__Exercise details__.
The records below must be reproduced exactly, excluding any pictures.

---*---

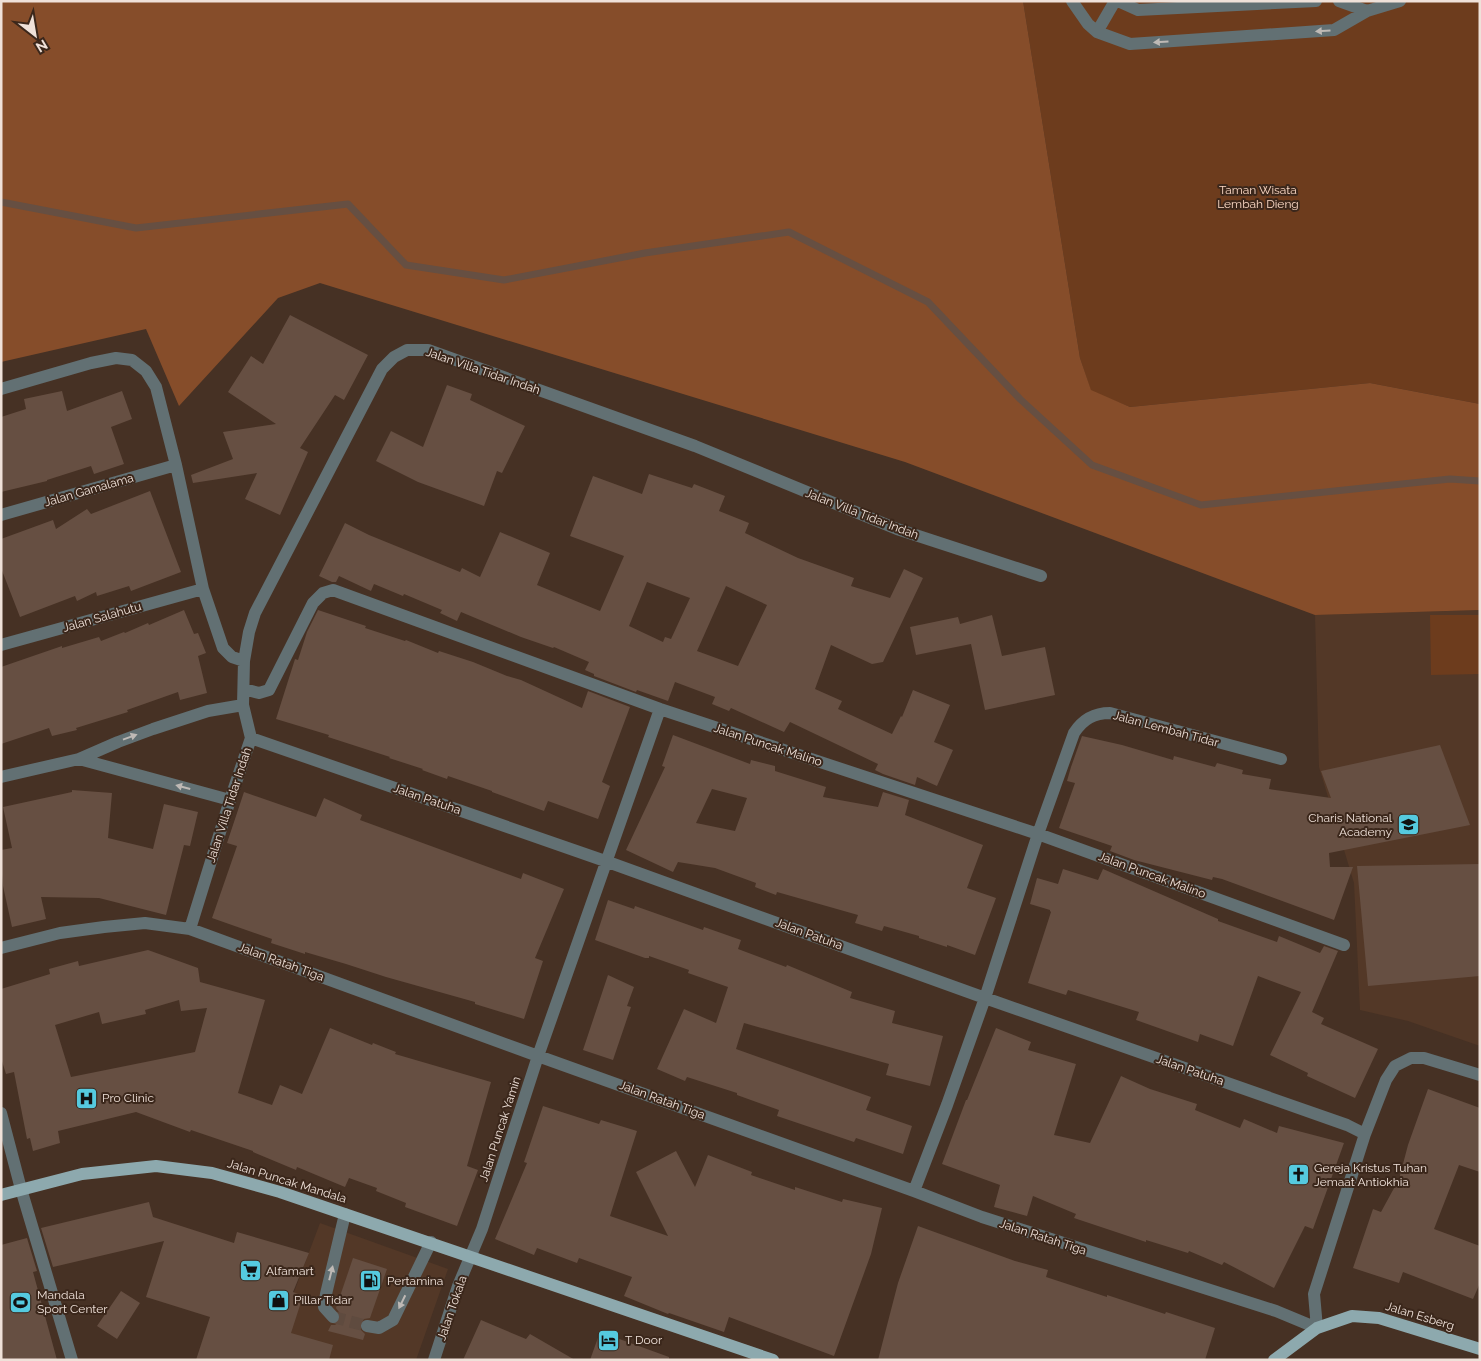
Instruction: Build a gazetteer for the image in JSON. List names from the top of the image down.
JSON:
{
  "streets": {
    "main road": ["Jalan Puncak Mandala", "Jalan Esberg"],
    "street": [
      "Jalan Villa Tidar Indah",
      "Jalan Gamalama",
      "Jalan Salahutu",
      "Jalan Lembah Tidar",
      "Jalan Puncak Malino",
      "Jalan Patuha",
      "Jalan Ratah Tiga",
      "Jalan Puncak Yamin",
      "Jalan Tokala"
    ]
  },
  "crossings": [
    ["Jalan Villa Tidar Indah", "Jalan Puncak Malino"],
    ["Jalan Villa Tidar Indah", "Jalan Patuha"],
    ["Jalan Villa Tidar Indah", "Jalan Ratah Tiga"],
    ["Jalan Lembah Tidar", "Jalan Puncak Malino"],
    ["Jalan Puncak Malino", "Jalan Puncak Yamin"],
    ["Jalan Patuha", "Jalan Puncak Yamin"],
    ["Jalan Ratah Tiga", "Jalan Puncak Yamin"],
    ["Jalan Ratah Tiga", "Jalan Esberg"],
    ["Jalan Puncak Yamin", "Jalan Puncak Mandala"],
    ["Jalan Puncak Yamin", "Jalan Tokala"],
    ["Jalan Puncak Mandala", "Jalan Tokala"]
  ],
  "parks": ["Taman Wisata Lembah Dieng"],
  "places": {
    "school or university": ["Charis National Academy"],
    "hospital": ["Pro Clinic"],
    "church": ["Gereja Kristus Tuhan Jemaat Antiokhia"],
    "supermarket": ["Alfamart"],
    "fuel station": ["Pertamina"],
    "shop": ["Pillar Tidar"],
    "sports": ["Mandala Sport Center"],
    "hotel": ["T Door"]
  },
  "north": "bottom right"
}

---*---

__Answer section__.
Instruction: Build a gazetteer for the image in JSON. List names from the top of the image down.
JSON:
{
  "streets": {
    "main road": ["Jalan Puncak Mandala", "Jalan Esberg"],
    "street": [
      "Jalan Villa Tidar Indah",
      "Jalan Gamalama",
      "Jalan Salahutu",
      "Jalan Lembah Tidar",
      "Jalan Puncak Malino",
      "Jalan Patuha",
      "Jalan Ratah Tiga",
      "Jalan Puncak Yamin",
      "Jalan Tokala"
    ]
  },
  "crossings": [
    ["Jalan Villa Tidar Indah", "Jalan Puncak Malino"],
    ["Jalan Villa Tidar Indah", "Jalan Patuha"],
    ["Jalan Villa Tidar Indah", "Jalan Ratah Tiga"],
    ["Jalan Lembah Tidar", "Jalan Puncak Malino"],
    ["Jalan Puncak Malino", "Jalan Puncak Yamin"],
    ["Jalan Patuha", "Jalan Puncak Yamin"],
    ["Jalan Ratah Tiga", "Jalan Puncak Yamin"],
    ["Jalan Ratah Tiga", "Jalan Esberg"],
    ["Jalan Puncak Yamin", "Jalan Puncak Mandala"],
    ["Jalan Puncak Yamin", "Jalan Tokala"],
    ["Jalan Puncak Mandala", "Jalan Tokala"]
  ],
  "parks": ["Taman Wisata Lembah Dieng"],
  "places": {
    "school or university": ["Charis National Academy"],
    "hospital": ["Pro Clinic"],
    "church": ["Gereja Kristus Tuhan Jemaat Antiokhia"],
    "supermarket": ["Alfamart"],
    "fuel station": ["Pertamina"],
    "shop": ["Pillar Tidar"],
    "sports": ["Mandala Sport Center"],
    "hotel": ["T Door"]
  },
  "north": "bottom right"
}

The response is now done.